● Instructions for the task
What you give back must match the records below word for word.

Saved entries
☆ ☆ ☆

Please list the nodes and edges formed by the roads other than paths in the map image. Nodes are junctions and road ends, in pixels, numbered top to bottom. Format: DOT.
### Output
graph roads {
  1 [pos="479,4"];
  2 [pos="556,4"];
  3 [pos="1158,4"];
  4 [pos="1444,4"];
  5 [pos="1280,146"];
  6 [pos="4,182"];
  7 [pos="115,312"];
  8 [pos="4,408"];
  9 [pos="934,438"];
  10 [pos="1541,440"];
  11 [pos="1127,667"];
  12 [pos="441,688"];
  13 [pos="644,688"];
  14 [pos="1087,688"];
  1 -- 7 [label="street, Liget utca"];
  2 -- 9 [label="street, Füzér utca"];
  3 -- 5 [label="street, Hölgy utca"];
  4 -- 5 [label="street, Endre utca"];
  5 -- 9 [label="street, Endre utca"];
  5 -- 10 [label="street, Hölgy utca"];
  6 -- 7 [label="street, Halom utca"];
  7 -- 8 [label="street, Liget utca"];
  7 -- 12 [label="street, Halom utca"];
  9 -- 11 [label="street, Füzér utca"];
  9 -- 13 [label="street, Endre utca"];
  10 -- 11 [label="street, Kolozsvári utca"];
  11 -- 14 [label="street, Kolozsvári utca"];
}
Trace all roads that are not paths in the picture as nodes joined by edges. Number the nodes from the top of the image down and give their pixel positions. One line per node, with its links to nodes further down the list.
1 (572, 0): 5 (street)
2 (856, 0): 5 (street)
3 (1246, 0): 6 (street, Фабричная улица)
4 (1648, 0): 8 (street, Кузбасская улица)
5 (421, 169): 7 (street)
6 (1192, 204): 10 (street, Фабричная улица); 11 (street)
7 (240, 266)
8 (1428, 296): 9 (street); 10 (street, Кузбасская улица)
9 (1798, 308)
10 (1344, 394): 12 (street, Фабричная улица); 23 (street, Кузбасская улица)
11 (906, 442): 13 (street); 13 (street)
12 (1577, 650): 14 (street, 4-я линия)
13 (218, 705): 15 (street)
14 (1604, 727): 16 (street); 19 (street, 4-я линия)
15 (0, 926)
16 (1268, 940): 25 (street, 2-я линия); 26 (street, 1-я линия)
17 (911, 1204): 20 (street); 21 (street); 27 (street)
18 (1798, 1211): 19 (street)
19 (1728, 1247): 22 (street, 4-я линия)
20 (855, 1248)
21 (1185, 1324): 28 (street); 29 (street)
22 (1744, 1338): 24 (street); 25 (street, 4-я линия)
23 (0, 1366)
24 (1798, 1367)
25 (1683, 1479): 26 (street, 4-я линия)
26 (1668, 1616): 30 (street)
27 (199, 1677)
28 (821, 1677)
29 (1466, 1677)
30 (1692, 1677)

☆ ☆ ☆

● Written solution
Please list the nodes and edges formed by the roads other than paths in the map image. Nodes are junctions and road ends, in pixels, numbered top to bottom. Format: DOT.
### Output
graph roads {
  1 [pos="479,4"];
  2 [pos="556,4"];
  3 [pos="1158,4"];
  4 [pos="1444,4"];
  5 [pos="1280,146"];
  6 [pos="4,182"];
  7 [pos="115,312"];
  8 [pos="4,408"];
  9 [pos="934,438"];
  10 [pos="1541,440"];
  11 [pos="1127,667"];
  12 [pos="441,688"];
  13 [pos="644,688"];
  14 [pos="1087,688"];
  1 -- 7 [label="street, Liget utca"];
  2 -- 9 [label="street, Füzér utca"];
  3 -- 5 [label="street, Hölgy utca"];
  4 -- 5 [label="street, Endre utca"];
  5 -- 9 [label="street, Endre utca"];
  5 -- 10 [label="street, Hölgy utca"];
  6 -- 7 [label="street, Halom utca"];
  7 -- 8 [label="street, Liget utca"];
  7 -- 12 [label="street, Halom utca"];
  9 -- 11 [label="street, Füzér utca"];
  9 -- 13 [label="street, Endre utca"];
  10 -- 11 [label="street, Kolozsvári utca"];
  11 -- 14 [label="street, Kolozsvári utca"];
}
Trace all roads that are not paths in the picture as nodes joined by edges. Number the nodes from the top of the image down and give their pixel positions. One line per node, with its links to nodes further down the list.
1 (572, 0): 5 (street)
2 (856, 0): 5 (street)
3 (1246, 0): 6 (street, Фабричная улица)
4 (1648, 0): 8 (street, Кузбасская улица)
5 (421, 169): 7 (street)
6 (1192, 204): 10 (street, Фабричная улица); 11 (street)
7 (240, 266)
8 (1428, 296): 9 (street); 10 (street, Кузбасская улица)
9 (1798, 308)
10 (1344, 394): 12 (street, Фабричная улица); 23 (street, Кузбасская улица)
11 (906, 442): 13 (street); 13 (street)
12 (1577, 650): 14 (street, 4-я линия)
13 (218, 705): 15 (street)
14 (1604, 727): 16 (street); 19 (street, 4-я линия)
15 (0, 926)
16 (1268, 940): 25 (street, 2-я линия); 26 (street, 1-я линия)
17 (911, 1204): 20 (street); 21 (street); 27 (street)
18 (1798, 1211): 19 (street)
19 (1728, 1247): 22 (street, 4-я линия)
20 (855, 1248)
21 (1185, 1324): 28 (street); 29 (street)
22 (1744, 1338): 24 (street); 25 (street, 4-я линия)
23 (0, 1366)
24 (1798, 1367)
25 (1683, 1479): 26 (street, 4-я линия)
26 (1668, 1616): 30 (street)
27 (199, 1677)
28 (821, 1677)
29 (1466, 1677)
30 (1692, 1677)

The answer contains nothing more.